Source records
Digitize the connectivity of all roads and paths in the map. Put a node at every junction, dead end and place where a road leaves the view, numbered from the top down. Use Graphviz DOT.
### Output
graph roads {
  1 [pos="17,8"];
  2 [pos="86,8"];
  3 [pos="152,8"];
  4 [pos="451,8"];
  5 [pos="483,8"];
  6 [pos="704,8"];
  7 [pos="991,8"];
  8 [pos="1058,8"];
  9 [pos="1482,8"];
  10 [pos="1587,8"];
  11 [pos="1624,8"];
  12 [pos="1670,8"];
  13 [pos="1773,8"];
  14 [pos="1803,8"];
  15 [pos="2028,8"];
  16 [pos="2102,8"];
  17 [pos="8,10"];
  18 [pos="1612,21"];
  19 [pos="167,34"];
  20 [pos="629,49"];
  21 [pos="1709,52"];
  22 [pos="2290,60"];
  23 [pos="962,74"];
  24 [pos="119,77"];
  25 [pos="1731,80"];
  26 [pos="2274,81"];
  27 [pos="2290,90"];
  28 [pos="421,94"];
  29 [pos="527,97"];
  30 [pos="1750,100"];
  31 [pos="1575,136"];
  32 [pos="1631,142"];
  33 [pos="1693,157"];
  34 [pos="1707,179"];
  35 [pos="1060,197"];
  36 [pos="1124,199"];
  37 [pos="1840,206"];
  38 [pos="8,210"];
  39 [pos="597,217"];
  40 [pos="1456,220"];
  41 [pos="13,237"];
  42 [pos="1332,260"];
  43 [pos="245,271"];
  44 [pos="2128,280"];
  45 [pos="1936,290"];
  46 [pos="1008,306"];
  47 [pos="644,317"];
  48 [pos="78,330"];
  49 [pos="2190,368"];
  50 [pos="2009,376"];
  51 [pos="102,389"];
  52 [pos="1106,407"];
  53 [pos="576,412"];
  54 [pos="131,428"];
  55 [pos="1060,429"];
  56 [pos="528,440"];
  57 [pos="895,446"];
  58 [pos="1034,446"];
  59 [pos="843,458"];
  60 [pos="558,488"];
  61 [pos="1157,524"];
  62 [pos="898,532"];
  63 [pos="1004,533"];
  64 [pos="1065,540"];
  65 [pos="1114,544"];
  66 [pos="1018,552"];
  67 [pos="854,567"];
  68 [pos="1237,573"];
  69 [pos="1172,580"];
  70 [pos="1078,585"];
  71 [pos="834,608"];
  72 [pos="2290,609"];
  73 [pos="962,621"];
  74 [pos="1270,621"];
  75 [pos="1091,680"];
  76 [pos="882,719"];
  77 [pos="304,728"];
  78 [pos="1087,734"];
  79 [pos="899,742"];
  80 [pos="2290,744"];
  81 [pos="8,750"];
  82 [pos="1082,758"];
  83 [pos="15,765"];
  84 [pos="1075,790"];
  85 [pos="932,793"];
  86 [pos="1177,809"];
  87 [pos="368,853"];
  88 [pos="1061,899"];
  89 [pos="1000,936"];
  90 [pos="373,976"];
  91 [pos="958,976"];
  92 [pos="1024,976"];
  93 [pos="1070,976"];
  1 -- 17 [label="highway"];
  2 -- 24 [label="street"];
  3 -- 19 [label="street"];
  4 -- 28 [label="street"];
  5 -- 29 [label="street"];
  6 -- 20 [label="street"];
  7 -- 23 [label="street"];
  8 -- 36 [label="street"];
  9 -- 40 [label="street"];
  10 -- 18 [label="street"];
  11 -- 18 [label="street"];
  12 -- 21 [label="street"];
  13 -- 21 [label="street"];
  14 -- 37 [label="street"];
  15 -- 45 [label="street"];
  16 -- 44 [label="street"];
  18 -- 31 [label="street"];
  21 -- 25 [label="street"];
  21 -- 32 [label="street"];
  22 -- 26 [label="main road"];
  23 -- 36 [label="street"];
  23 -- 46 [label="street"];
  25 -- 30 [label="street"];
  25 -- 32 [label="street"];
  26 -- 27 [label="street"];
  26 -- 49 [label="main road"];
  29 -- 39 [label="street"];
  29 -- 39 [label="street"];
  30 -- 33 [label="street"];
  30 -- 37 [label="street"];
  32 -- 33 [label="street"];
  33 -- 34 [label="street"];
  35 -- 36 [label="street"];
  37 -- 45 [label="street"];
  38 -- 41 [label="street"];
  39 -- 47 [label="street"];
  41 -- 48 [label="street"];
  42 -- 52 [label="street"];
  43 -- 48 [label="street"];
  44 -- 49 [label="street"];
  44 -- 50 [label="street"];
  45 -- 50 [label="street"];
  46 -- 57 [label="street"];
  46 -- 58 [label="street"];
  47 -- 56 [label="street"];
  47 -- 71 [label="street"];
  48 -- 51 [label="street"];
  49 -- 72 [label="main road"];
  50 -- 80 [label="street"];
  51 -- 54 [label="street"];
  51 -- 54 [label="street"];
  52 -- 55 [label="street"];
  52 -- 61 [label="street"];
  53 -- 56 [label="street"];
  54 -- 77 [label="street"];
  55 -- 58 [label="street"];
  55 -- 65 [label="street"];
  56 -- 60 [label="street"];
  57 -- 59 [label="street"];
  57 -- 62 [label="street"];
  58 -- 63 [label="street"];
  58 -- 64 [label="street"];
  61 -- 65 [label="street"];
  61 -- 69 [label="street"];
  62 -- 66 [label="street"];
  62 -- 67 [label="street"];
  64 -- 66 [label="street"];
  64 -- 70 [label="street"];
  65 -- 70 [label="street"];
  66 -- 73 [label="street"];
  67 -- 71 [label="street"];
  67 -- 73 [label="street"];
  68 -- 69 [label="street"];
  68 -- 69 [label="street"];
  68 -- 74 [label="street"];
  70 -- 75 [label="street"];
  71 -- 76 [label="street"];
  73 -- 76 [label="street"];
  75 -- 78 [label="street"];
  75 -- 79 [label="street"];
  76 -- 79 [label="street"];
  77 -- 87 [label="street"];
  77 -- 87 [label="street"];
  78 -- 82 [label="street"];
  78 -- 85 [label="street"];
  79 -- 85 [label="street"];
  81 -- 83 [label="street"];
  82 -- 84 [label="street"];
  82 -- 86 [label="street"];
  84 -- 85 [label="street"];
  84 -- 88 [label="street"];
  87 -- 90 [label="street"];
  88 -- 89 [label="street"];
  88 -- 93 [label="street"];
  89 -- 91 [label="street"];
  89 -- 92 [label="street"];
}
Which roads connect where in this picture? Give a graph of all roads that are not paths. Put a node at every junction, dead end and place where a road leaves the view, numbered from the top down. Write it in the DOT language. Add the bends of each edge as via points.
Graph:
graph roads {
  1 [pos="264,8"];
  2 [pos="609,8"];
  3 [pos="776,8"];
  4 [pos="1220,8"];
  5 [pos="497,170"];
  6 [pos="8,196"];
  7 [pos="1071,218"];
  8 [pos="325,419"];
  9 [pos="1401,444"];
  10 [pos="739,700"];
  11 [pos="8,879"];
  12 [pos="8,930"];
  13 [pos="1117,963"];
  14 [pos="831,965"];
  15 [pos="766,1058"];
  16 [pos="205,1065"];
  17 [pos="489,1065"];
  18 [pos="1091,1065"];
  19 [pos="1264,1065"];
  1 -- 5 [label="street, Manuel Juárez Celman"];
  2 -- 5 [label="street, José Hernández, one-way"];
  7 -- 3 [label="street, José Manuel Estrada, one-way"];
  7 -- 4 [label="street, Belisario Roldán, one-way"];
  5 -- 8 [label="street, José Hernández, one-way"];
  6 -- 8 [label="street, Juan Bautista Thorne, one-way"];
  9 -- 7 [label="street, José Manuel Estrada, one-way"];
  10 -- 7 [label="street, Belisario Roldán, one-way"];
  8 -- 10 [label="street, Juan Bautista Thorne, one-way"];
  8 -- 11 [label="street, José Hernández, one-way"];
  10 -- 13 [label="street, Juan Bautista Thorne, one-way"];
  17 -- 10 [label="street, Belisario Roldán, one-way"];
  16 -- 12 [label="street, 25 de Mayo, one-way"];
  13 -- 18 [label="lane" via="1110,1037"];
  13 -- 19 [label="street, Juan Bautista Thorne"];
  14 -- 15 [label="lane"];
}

## Work to complete
From the lines above, copy those that contain the word "where".

## Exercise answer
Digitize the connectivity of all roads and paths in the map. Put a node at every junction, dead end and place where a road leaves the view, numbered from the top down. Use Graphviz DOT.
Which roads connect where in this picture? Give a graph of all roads that are not paths. Put a node at every junction, dead end and place where a road leaves the view, numbered from the top down. Write it in the DOT language. Add the bends of each edge as via points.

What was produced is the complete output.